++++ Provided data
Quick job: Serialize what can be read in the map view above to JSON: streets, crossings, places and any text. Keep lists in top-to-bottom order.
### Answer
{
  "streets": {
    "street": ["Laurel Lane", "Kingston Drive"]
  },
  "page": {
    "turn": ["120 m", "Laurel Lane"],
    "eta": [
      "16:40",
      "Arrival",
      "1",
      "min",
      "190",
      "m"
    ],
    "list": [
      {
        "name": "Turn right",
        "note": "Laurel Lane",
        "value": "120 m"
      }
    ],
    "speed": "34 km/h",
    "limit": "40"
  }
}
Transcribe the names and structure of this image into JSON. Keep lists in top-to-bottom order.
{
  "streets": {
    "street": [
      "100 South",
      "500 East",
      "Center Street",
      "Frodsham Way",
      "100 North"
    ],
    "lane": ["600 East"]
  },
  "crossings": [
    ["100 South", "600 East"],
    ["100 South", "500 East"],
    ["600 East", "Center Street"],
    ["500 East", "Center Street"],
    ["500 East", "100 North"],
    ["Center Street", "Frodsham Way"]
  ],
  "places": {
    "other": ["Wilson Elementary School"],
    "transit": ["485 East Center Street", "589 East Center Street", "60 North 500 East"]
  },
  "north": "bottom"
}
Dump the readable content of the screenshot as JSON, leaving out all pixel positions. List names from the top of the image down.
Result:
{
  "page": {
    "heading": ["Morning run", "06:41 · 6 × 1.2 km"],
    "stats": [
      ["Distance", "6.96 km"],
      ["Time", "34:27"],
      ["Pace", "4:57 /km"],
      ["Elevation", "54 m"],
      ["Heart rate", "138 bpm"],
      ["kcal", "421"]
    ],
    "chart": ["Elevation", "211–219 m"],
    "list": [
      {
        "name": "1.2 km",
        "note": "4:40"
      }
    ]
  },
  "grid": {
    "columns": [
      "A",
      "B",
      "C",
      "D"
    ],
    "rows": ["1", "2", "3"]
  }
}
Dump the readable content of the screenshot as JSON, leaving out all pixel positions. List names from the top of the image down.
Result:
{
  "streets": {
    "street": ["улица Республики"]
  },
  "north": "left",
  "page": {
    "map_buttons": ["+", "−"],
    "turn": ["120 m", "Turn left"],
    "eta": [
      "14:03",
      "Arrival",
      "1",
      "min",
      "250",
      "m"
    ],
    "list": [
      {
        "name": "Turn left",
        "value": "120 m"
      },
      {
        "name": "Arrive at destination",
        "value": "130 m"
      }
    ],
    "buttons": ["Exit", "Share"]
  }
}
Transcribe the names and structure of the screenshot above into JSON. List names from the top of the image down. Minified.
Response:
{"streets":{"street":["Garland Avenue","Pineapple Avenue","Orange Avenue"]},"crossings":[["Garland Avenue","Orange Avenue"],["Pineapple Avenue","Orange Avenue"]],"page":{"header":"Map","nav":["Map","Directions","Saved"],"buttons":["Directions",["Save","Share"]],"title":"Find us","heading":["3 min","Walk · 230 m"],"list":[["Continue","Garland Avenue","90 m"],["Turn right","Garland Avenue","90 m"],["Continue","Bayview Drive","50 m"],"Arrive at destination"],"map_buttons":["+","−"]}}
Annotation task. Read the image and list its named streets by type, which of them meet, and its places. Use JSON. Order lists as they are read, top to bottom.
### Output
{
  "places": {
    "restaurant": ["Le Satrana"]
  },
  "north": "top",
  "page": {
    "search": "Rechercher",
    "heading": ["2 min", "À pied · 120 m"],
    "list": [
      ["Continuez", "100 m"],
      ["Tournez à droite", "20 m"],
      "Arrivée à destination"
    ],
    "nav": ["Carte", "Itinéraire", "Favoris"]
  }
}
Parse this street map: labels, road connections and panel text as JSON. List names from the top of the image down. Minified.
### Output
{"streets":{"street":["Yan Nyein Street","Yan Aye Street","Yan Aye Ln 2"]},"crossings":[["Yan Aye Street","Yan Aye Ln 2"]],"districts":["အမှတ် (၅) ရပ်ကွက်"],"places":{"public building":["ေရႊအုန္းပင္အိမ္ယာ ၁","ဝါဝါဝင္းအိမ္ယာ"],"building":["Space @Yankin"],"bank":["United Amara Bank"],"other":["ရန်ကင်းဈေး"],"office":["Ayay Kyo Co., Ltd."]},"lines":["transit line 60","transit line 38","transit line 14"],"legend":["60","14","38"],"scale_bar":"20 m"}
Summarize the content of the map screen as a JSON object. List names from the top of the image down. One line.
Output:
++++++++
Report each line of the data that includes the string "Minified".

Transcribe the names and structure of the screenshot above into JSON. List names from the top of the image down. Minified.
Parse this street map: labels, road connections and panel text as JSON. List names from the top of the image down. Minified.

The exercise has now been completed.